Saved entries
····················

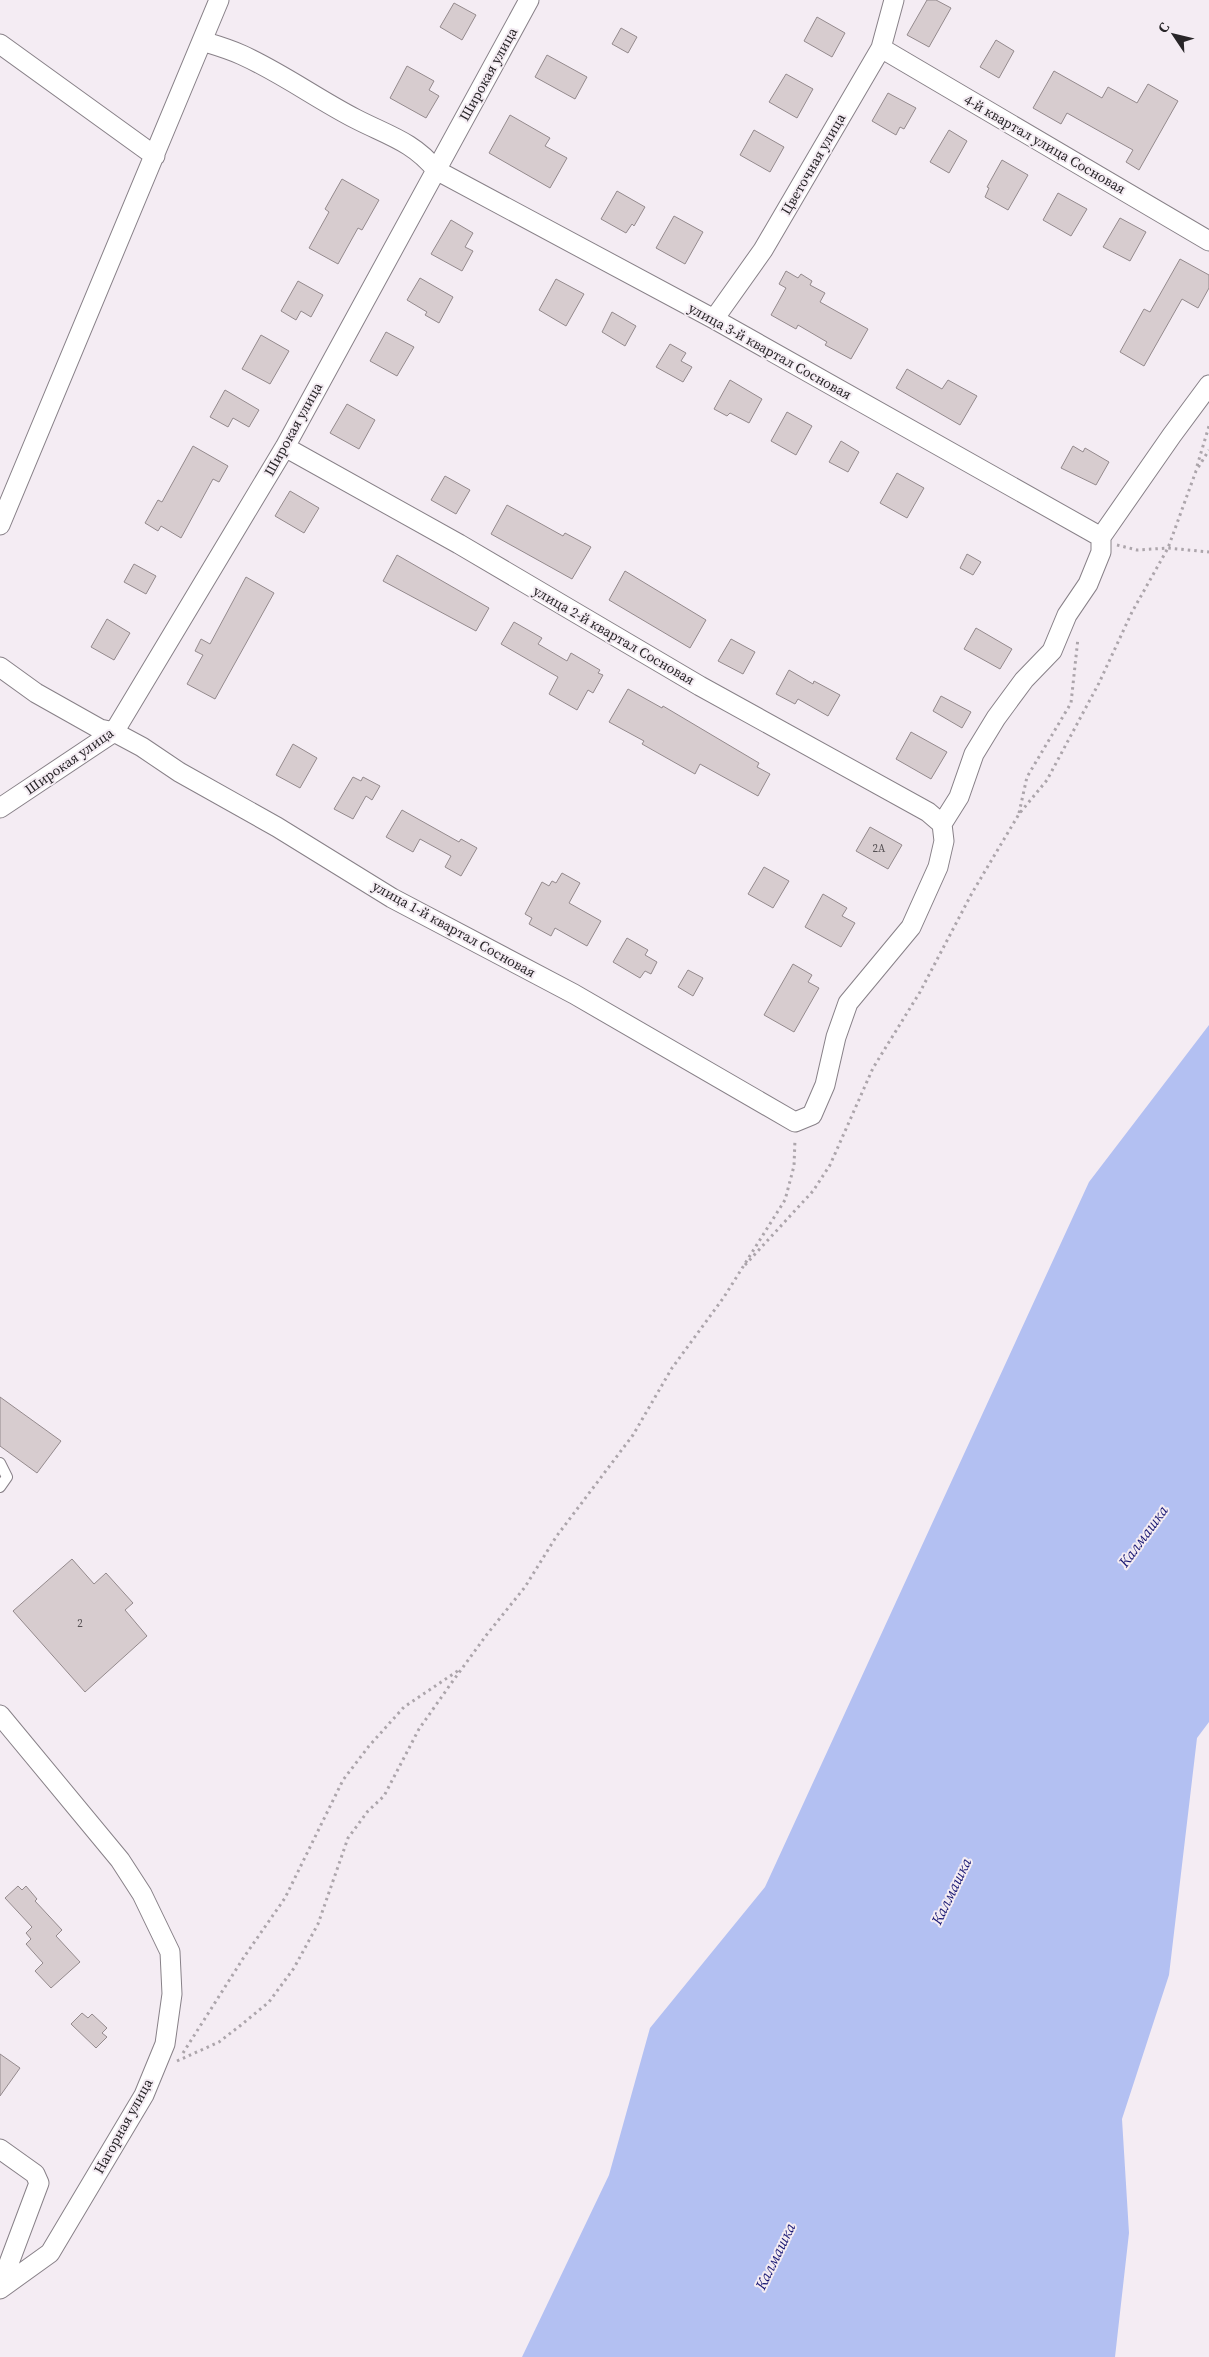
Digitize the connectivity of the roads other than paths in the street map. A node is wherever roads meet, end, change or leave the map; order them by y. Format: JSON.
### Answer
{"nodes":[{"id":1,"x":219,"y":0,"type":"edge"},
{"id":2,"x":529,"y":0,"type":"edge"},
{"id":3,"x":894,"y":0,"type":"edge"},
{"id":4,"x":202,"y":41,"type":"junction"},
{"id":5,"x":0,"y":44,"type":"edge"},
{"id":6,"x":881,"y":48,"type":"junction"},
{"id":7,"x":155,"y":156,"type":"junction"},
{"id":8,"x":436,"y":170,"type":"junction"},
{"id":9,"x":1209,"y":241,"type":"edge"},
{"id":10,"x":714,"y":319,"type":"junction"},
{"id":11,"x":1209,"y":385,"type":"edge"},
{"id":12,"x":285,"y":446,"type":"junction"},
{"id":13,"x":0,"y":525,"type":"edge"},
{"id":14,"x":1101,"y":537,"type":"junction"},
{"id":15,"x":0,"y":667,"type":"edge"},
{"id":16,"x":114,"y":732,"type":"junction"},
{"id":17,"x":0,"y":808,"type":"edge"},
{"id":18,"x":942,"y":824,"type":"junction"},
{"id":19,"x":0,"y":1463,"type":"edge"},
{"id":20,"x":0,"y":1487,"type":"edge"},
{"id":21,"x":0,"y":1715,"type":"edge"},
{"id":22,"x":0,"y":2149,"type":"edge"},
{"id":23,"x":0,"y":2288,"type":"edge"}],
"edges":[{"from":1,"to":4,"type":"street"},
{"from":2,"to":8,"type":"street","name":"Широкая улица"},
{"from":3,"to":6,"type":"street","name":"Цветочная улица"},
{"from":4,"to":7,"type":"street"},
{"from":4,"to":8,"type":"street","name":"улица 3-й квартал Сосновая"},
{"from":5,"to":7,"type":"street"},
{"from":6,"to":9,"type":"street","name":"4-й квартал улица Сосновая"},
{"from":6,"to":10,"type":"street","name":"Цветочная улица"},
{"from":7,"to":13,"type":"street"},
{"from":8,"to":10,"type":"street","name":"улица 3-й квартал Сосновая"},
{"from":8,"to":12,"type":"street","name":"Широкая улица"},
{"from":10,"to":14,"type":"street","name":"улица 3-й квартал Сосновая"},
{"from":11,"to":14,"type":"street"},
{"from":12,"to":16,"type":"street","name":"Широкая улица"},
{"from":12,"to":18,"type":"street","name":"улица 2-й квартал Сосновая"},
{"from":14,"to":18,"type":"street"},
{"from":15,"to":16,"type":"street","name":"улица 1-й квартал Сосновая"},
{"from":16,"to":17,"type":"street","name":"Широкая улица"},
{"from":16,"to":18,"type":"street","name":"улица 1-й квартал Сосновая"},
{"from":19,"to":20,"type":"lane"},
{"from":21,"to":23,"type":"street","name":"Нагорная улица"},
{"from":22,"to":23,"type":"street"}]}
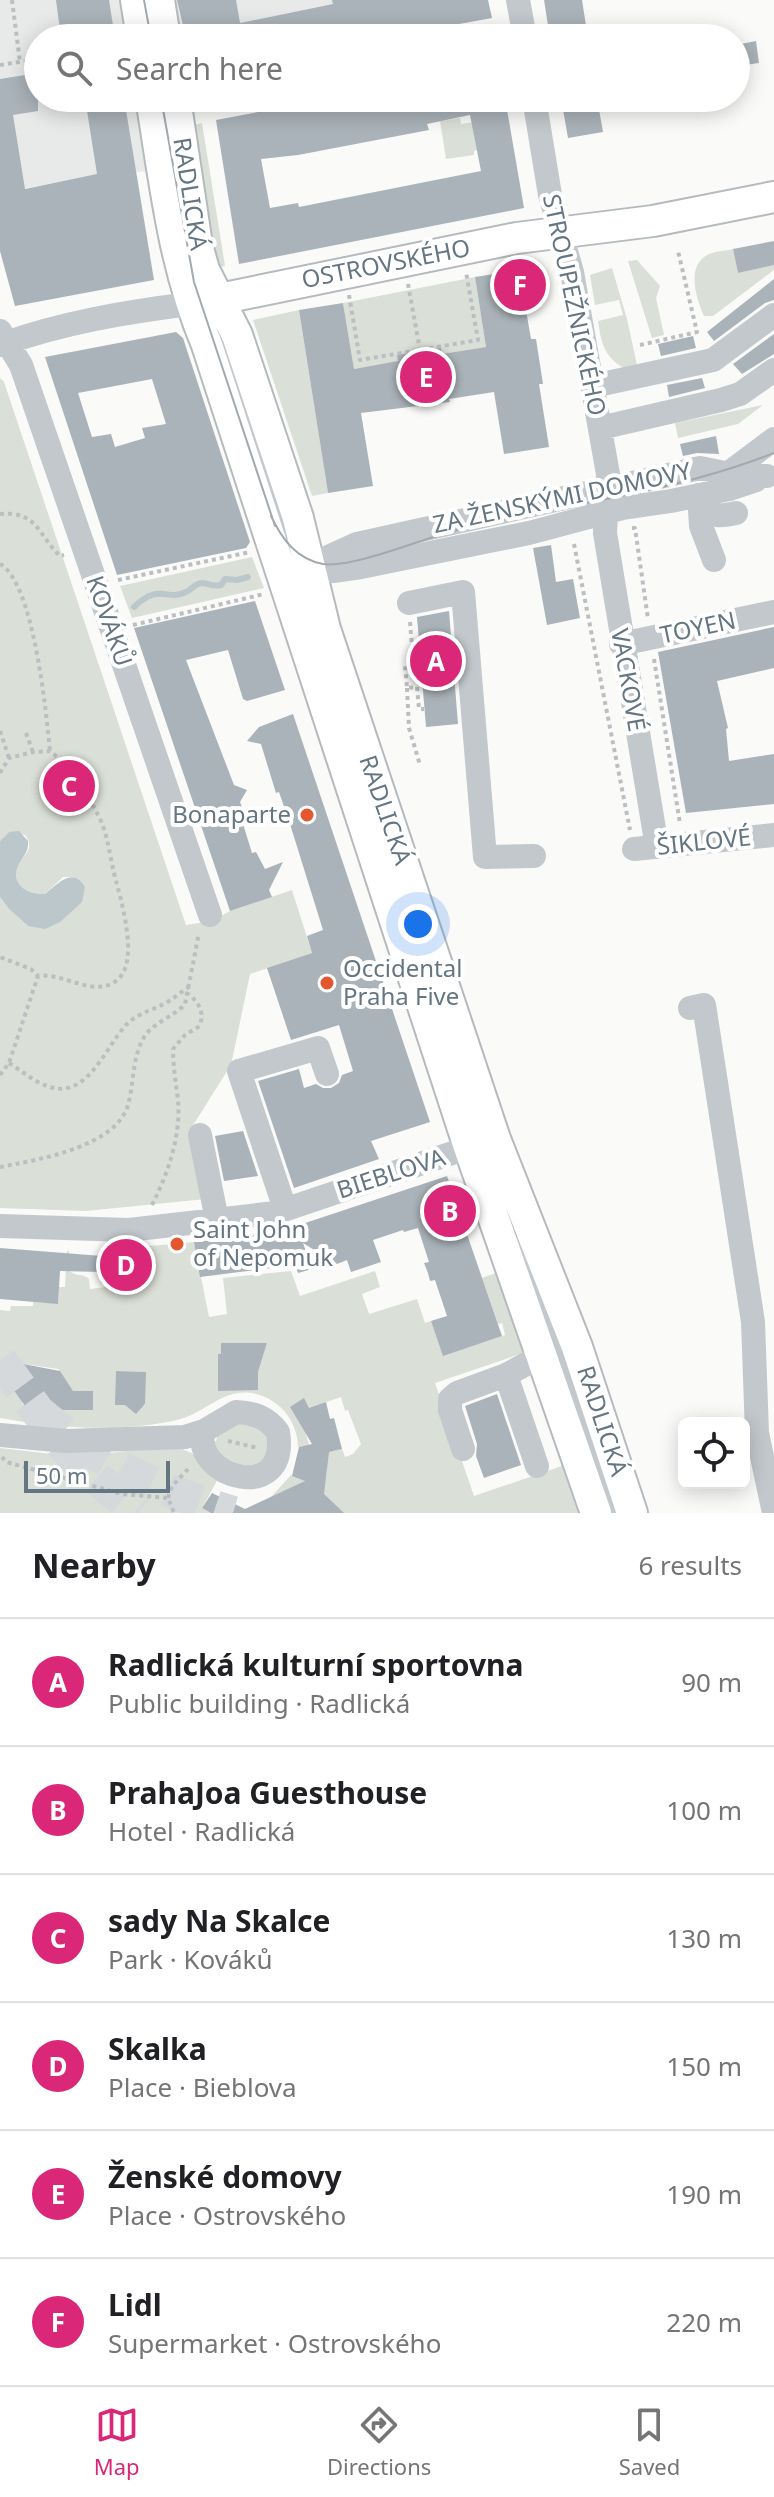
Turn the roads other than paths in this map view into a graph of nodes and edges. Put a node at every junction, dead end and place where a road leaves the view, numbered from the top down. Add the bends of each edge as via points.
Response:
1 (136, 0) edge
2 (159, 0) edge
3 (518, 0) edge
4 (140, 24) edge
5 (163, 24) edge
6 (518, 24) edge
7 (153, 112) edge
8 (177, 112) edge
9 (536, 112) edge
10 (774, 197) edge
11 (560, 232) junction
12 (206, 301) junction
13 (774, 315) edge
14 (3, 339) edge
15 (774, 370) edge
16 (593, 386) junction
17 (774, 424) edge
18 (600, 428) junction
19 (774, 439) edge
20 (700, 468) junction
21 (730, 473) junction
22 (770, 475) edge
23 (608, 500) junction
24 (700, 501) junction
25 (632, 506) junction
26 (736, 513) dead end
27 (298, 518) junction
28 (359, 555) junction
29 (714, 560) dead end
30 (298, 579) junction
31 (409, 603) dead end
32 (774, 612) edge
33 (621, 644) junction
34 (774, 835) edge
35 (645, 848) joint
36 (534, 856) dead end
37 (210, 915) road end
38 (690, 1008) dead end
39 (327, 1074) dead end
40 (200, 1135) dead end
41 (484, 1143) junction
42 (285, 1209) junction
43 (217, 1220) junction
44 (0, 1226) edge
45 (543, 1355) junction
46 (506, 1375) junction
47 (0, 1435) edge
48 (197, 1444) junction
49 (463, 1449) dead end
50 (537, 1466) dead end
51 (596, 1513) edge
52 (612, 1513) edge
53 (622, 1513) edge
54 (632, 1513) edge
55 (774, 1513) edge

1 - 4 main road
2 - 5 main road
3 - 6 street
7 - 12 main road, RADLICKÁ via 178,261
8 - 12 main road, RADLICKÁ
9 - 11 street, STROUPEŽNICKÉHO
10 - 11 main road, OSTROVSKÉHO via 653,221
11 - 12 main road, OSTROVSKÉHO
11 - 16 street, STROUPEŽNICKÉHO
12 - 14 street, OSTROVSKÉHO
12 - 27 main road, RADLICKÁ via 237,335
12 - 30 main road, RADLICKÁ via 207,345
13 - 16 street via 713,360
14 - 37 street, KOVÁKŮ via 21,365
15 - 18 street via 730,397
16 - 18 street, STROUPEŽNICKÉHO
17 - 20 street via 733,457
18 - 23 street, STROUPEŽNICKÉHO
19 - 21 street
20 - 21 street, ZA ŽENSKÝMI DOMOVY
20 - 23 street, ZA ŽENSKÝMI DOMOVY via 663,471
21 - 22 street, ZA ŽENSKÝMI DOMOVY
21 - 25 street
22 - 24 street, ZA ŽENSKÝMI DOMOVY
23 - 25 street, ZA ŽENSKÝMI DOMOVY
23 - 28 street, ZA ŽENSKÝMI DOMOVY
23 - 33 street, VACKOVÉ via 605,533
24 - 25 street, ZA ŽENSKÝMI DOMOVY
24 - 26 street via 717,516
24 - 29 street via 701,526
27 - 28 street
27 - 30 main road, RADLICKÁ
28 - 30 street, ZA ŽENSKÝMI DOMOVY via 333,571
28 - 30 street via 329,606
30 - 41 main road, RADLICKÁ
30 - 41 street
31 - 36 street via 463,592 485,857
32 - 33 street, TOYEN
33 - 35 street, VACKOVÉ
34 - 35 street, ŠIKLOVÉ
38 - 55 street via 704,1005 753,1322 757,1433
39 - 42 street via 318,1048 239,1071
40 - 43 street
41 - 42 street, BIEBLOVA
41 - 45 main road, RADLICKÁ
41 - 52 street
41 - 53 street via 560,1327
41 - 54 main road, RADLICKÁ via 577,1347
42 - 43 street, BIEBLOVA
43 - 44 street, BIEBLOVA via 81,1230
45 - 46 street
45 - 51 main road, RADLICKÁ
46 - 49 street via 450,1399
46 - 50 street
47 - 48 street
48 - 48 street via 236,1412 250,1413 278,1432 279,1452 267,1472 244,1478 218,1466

····················

== YOUR ASSIGNMENT ==
When a line in the data holds the word "Цветочная", show that line.

== YOUR SOLUTION ==
{"from":3,"to":6,"type":"street","name":"Цветочная улица"},
{"from":6,"to":10,"type":"street","name":"Цветочная улица"},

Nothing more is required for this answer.